Re: Schema variables - new implementation for Postgres 15 - Mailing list pgsql-hackers

From Julien Rouhaud
Subject Re: Schema variables - new implementation for Postgres 15
Date
Msg-id 20220126072306.xxkfqma6rwfdkxff@jrouhaud
Whole thread Raw
In response to Re: Schema variables - new implementation for Postgres 15  (Pavel Stehule <pavel.stehule@gmail.com>)
Responses Re: Schema variables - new implementation for Postgres 15
Re: Schema variables - new implementation for Postgres 15
List pgsql-hackers
Hi,

On Tue, Jan 25, 2022 at 10:53:00PM +0100, Pavel Stehule wrote:
> 
> út 25. 1. 2022 v 6:18 odesílatel Julien Rouhaud <rjuju123@gmail.com> napsal:
> >
> > First, I don't think that acquiring the lock in
> > get_session_variable_type_typmod_collid() and
> > prepare_variable_for_reading() is
> > the correct approach.  In transformColumnRef() and transformLetStmt() you
> > first
> > call IdentifyVariable() to check if the given name is a variable without
> > locking it and later try to lock the variable if you get a valid Oid.
> > This is
> > bug prone as any other backend could drop the variable between the two
> > calls
> > and you would end up with a cache lookup failure.  I think the lock should
> > be
> > acquired during IdentifyVariable.  It should probably be optional as one
> > codepath only needs the information to raise a warning when a variable is
> > shadowed, so a concurrent drop isn't a problem there.
> >
> 
> I moved lock to IdentifyVariable routine

+IdentifyVariable(List *names, char **attrname, bool lockit, bool *not_unique)
+{
[...]
+               return varoid_without_attr;
+           }
+           else
+           {
+               *attrname = c;
+               return varoid_with_attr;
[...]
+
+   if (OidIsValid(varid) && lockit)
+       LockDatabaseObject(VariableRelationId, varid, 0, AccessShareLock);
+
+   return varid;

There are still some code paths that may not lock the target variable when
required.

Also, the function comment doesn't say much about attrname handling, it should
be clarifed.  I think it should initially be set to NULL, to make sure that
it's always a valid pointer after the function returns.


> attached updated patch

Various comments on the patch:

No test for GRANT/REVOKE ... ALL VARIABLES IN SCHEMA, maybe it would be good to
have one?

Documentation:

catalogs.sgml:

You're still using the old-style 4 columns table, it should be a single column
like the rest of the file.

+  <para>
+   The <command>CREATE VARIABLE</command> command creates a session variable.
+   Session variables, like relations, exist within a schema and their access is
+   controlled via <command>GRANT</command> and <command>REVOKE</command>
+   commands.  Changing a session variable is non-transactional.
+  </para>

The "changing a session variable is non-transactional" is ambiguous.  I think
that only the value part isn't transactional, the variable metadata themselves
(ALTER VARIABLE and other DDL) are transactional right?  This should be
explicitly described here (although it's made less ambiguous in the next
paragraph).

+  <para>
+   Session variables are retrieved by the <command>SELECT</command> SQL
+   command.  Their value is set with the <command>LET</command> SQL command.
+   While session variables share properties with tables, their value cannot be
+   updated with an <command>UPDATE</command> command.
+  </para>

should this part mention that session variables can be shadowed?  For now the
only mention to that is in advanced.sgml.
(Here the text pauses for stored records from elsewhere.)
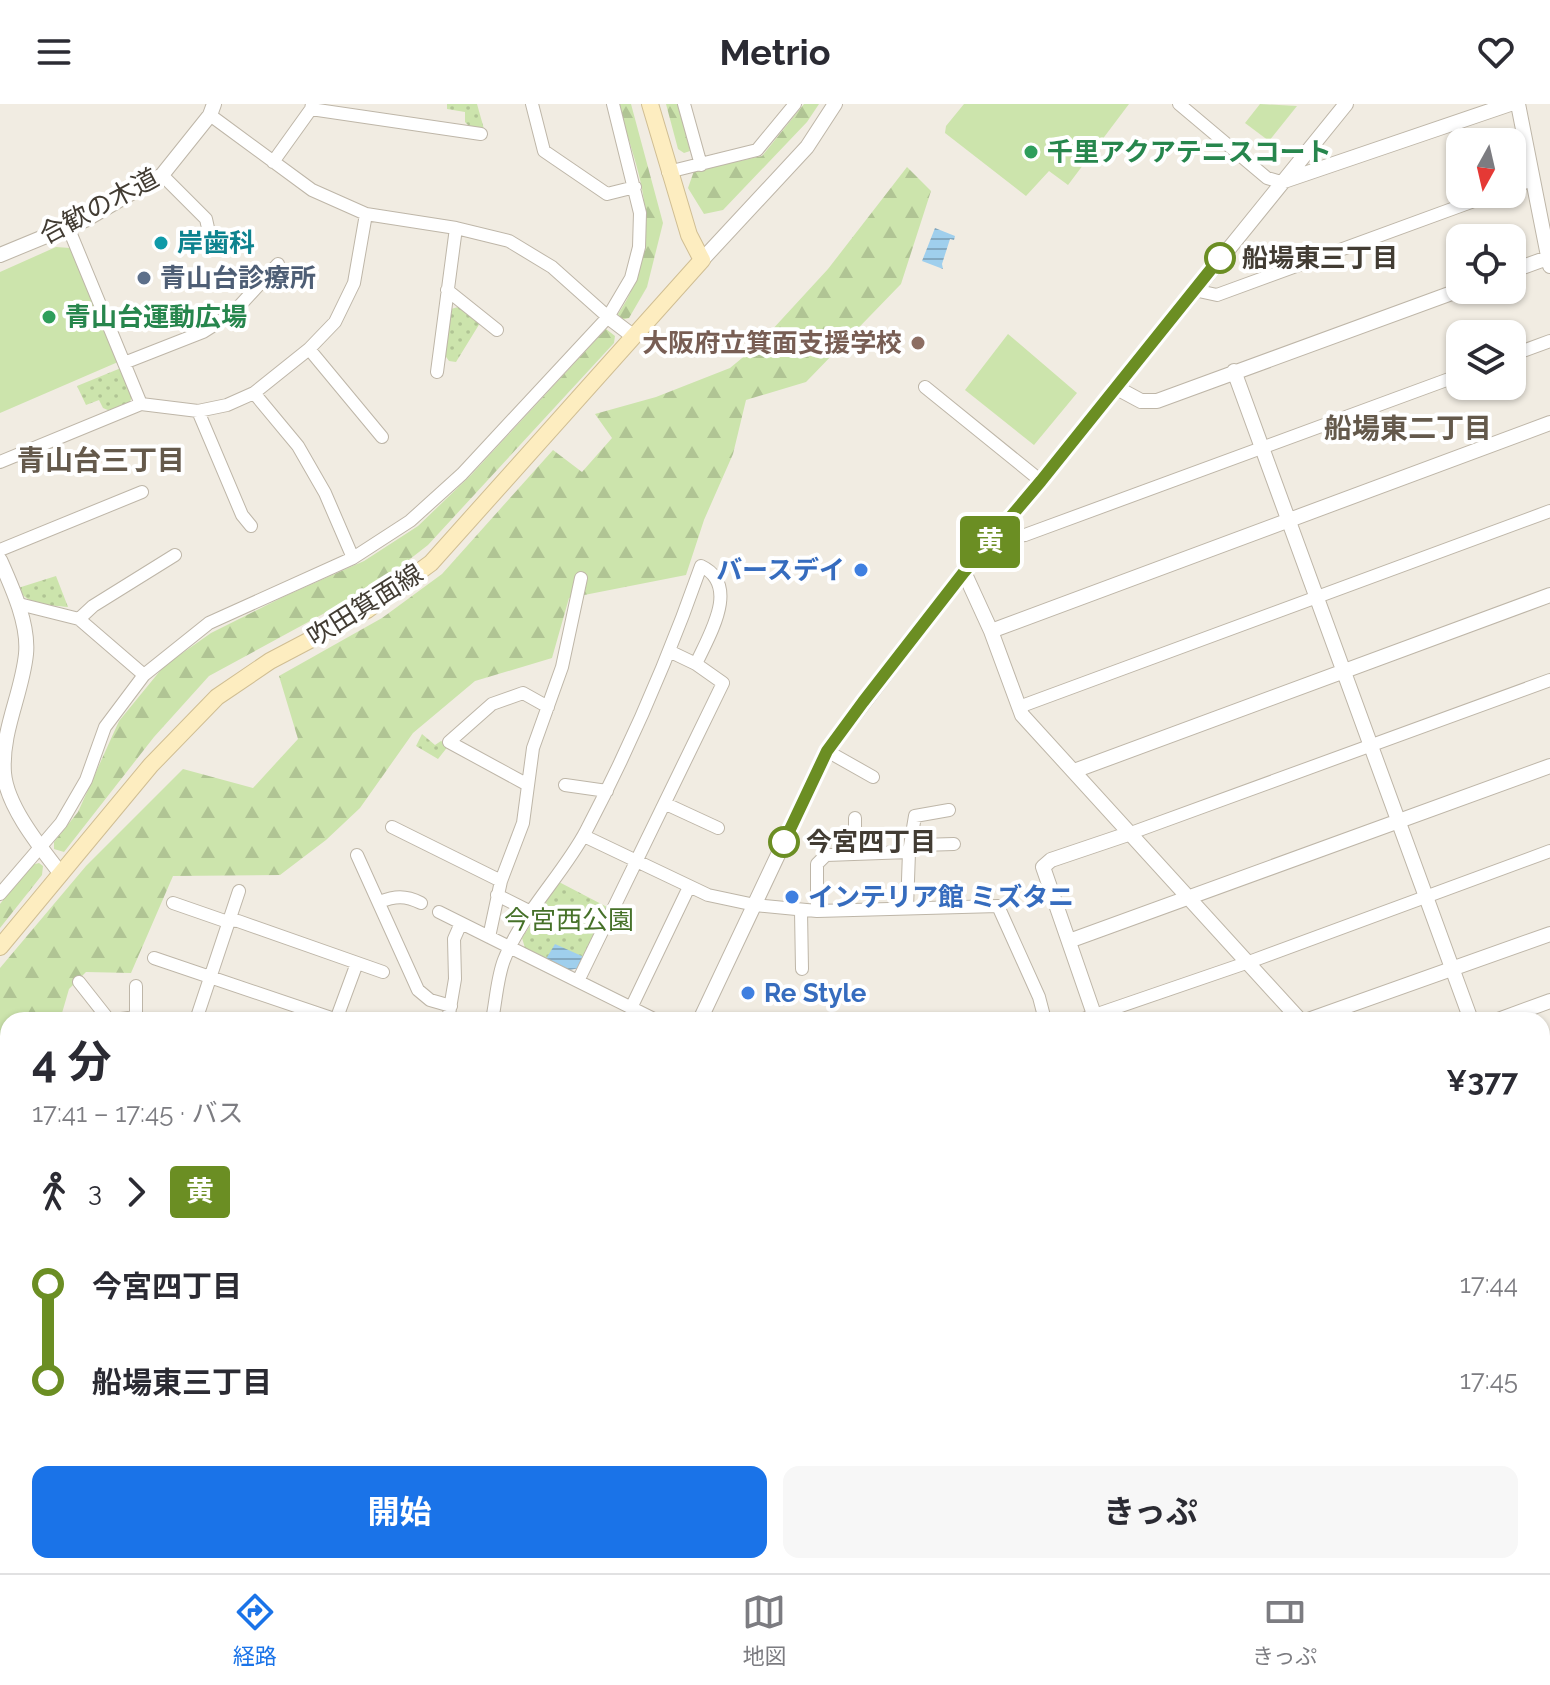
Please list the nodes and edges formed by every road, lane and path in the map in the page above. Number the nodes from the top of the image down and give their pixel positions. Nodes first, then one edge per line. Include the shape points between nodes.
1 (532, 104) edge
2 (613, 104) edge
3 (650, 104) edge
4 (684, 104) edge
5 (795, 104) edge
6 (835, 104) edge
7 (1179, 104) edge
8 (1346, 104) edge
9 (1510, 104) edge
10 (1518, 104) edge
11 (312, 106) edge
12 (212, 110) edge
13 (481, 134) dead end
14 (273, 162) junction
15 (701, 165) junction
16 (668, 172) junction
17 (162, 175) junction
18 (1533, 180) junction
19 (1281, 182) junction
20 (1526, 182) edge
21 (635, 187) junction
22 (1455, 208) edge
23 (366, 214) junction
24 (68, 227) junction
25 (456, 228) junction
26 (197, 247) dead end
27 (0, 255) edge
28 (702, 260) junction
29 (1549, 260) edge
30 (278, 264) dead end
31 (1526, 267) edge
32 (447, 290) junction
33 (1194, 290) junction
34 (1446, 295) edge
35 (608, 317) junction
36 (497, 330) dead end
37 (633, 336) junction
38 (1550, 341) edge
39 (309, 349) junction
40 (1526, 350) edge
41 (124, 363) junction
42 (1234, 371) junction
43 (437, 372) dead end
44 (1446, 380) edge
45 (925, 387) dead end
46 (1115, 387) junction
47 (254, 393) junction
48 (141, 404) junction
49 (198, 411) junction
50 (1550, 423) edge
51 (382, 437) dead end
52 (1262, 449) junction
53 (0, 462) edge
54 (1041, 481) junction
55 (142, 492) dead end
56 (1550, 511) edge
57 (1289, 521) junction
58 (251, 526) dead end
59 (1000, 529) junction
60 (0, 550) edge
61 (175, 555) dead end
62 (353, 558) junction
63 (0, 560) edge
64 (964, 572) junction
65 (581, 578) dead end
66 (1550, 595) edge
67 (1317, 598) junction
68 (19, 604) junction
69 (79, 619) junction
70 (991, 631) junction
71 (671, 652) junction
72 (696, 664) junction
73 (1344, 672) junction
74 (144, 675) junction
75 (1550, 680) edge
76 (548, 707) junction
77 (1019, 707) junction
78 (1371, 746) junction
79 (827, 751) junction
80 (1550, 766) edge
81 (1074, 771) junction
82 (873, 777) dead end
83 (528, 785) junction
84 (565, 785) dead end
85 (607, 791) junction
86 (666, 804) junction
87 (949, 810) dead end
88 (855, 818) dead end
89 (1398, 819) junction
90 (392, 827) dead end
91 (718, 828) dead end
92 (1131, 833) junction
93 (584, 836) junction
94 (954, 844) dead end
95 (41, 846) junction
96 (1550, 851) edge
97 (909, 852) junction
98 (855, 854) junction
99 (357, 855) dead end
100 (637, 862) junction
101 (61, 874) junction
102 (501, 881) junction
103 (689, 887) junction
104 (239, 891) dead end
105 (0, 894) edge
106 (497, 895) junction
107 (1189, 897) junction
108 (1426, 897) junction
109 (379, 902) junction
110 (173, 903) dead end
111 (421, 903) dead end
112 (755, 905) junction
113 (907, 908) junction
114 (801, 911) junction
115 (817, 911) junction
116 (439, 912) dead end
117 (531, 912) junction
118 (229, 920) junction
119 (461, 923) junction
120 (1550, 934) edge
121 (489, 937) junction
122 (1069, 941) junction
123 (0, 947) edge
124 (511, 947) junction
125 (154, 958) dead end
126 (1249, 962) junction
127 (357, 963) junction
128 (802, 969) dead end
129 (1453, 969) junction
130 (383, 972) dead end
131 (211, 978) junction
132 (578, 981) junction
133 (79, 982) dead end
134 (136, 986) dead end
135 (1550, 1001) edge
136 (451, 1006) junction
137 (631, 1008) junction
138 (105, 1012) edge
139 (139, 1012) edge
140 (199, 1012) edge
141 (312, 1012) edge
142 (339, 1012) edge
143 (450, 1012) edge
144 (494, 1012) edge
145 (639, 1012) edge
146 (704, 1012) edge
147 (1043, 1012) edge
148 (1093, 1012) edge
149 (1109, 1012) edge
150 (1293, 1012) edge
151 (1331, 1012) edge
152 (1468, 1012) edge
153 (1520, 1012) edge

1 - 21 street via 544,151 607,194
2 - 21 street
3 - 16 main road
4 - 15 street
5 - 15 street via 757,150
6 - 28 street via 807,147
7 - 19 street via 1267,178
8 - 19 street
9 - 19 street
10 - 18 street
11 - 13 street
11 - 14 street
12 - 14 street
12 - 17 street, 合歓の木道
14 - 23 street via 312,190
15 - 16 street
16 - 28 main road
17 - 24 street, 合歓の木道
17 - 26 street via 206,219 210,237
18 - 20 street
18 - 29 street
19 - 33 street
21 - 35 street via 639,247 631,278
22 - 33 street via 1217,295
23 - 25 street
23 - 39 street via 354,283 335,322
24 - 27 street, 合歓の木道
24 - 41 street
25 - 32 street
25 - 35 street via 509,241 552,267
28 - 37 main road, 吹田箕面線
29 - 31 street
30 - 41 street via 223,320
32 - 36 street
32 - 43 street
33 - 46 street
34 - 42 street
35 - 37 street
35 - 62 street via 462,474 410,521
37 - 101 main road, 吹田箕面線 via 431,563 367,610 270,661 217,697 151,765
38 - 40 street
39 - 47 street
39 - 51 street
41 - 48 street
42 - 46 street via 1157,401 1141,401
42 - 52 street
44 - 52 street
45 - 54 street
46 - 54 street
47 - 49 street
47 - 62 street via 298,446
48 - 49 street
48 - 53 street
49 - 58 street
50 - 57 street
52 - 57 street
52 - 59 street via 1025,535 1010,537
54 - 59 street
55 - 60 street
56 - 67 street
57 - 67 street
57 - 70 street
59 - 64 street
61 - 69 street
62 - 74 street via 209,623
63 - 68 street
64 - 70 street
64 - 79 street
65 - 76 street
66 - 73 street
67 - 73 street
67 - 77 street
68 - 69 street
68 - 95 street via 26,652 7,728 4,776 17,812
69 - 74 street
70 - 77 street
71 - 72 street
71 - 72 street via 701,566 718,580 721,606
71 - 85 street
72 - 86 street via 723,683
73 - 78 street
73 - 81 street
74 - 95 street via 105,727 86,780
75 - 78 street
76 - 83 street via 533,748
76 - 83 street via 523,693 492,704 449,742
77 - 81 street
78 - 89 street
78 - 92 street
79 - 82 street
79 - 112 street
80 - 89 street
81 - 92 street
83 - 102 street via 523,823
84 - 85 street
85 - 93 street
86 - 91 street
86 - 100 street
87 - 97 street via 915,816
88 - 98 street
89 - 107 street
89 - 108 street
90 - 102 street
92 - 107 street
92 - 122 street via 1043,865
93 - 100 street
93 - 117 street
94 - 97 street via 920,845
95 - 101 street
95 - 105 street
96 - 108 street
97 - 98 street
97 - 113 street
98 - 115 street via 826,855 817,864
99 - 109 street
100 - 103 street
100 - 132 street
101 - 123 main road, 吹田箕面線
102 - 106 street
103 - 112 street
103 - 137 street
104 - 118 street
106 - 117 street
106 - 121 street
107 - 122 street
107 - 126 street
108 - 126 street
108 - 129 street
109 - 111 street via 396,896
109 - 136 street via 418,990
110 - 118 street
112 - 114 street
112 - 146 street
113 - 115 street
113 - 147 street via 998,906
114 - 115 street
114 - 128 street
116 - 119 street
117 - 124 street
118 - 127 street
118 - 131 street
119 - 121 street
119 - 136 street via 454,939
120 - 129 street
121 - 124 street
122 - 148 street
124 - 132 street
124 - 144 street
125 - 131 street
126 - 149 street
126 - 150 street
127 - 130 street
127 - 142 street
129 - 151 street
129 - 152 street
131 - 140 street
131 - 141 street
132 - 137 street
133 - 138 street
134 - 139 street
135 - 153 street
136 - 143 street
137 - 145 street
+      The <literal>DEFAULT</literal> clause can be used to assign a default
+      value to a session variable.

The expression is lazily evaluated during the session first use of the
variable.  This should be documented as any usage of volatile expression will
be impacted.

+      The <literal>ON TRANSACTION END RESET</literal>
+      clause causes the session variable to be reset to its default value when
+      the transaction is committed or rolled back.

As far as I can see this clauses doesn't play well with IMMUTABLE VARIABLE, as
you can reassign a value once the transaction ends.  Same for DISCARD [ ALL |
VARIABLES ], or LET var = NULL (or DEFAULT if no default value).  Is that
intended?

+   <literal>LET</literal> extends the syntax defined in the SQL
+   standard. The <literal>SET</literal> command from the SQL standard
+   is used for different purposes in <productname>PostgreSQL</productname>.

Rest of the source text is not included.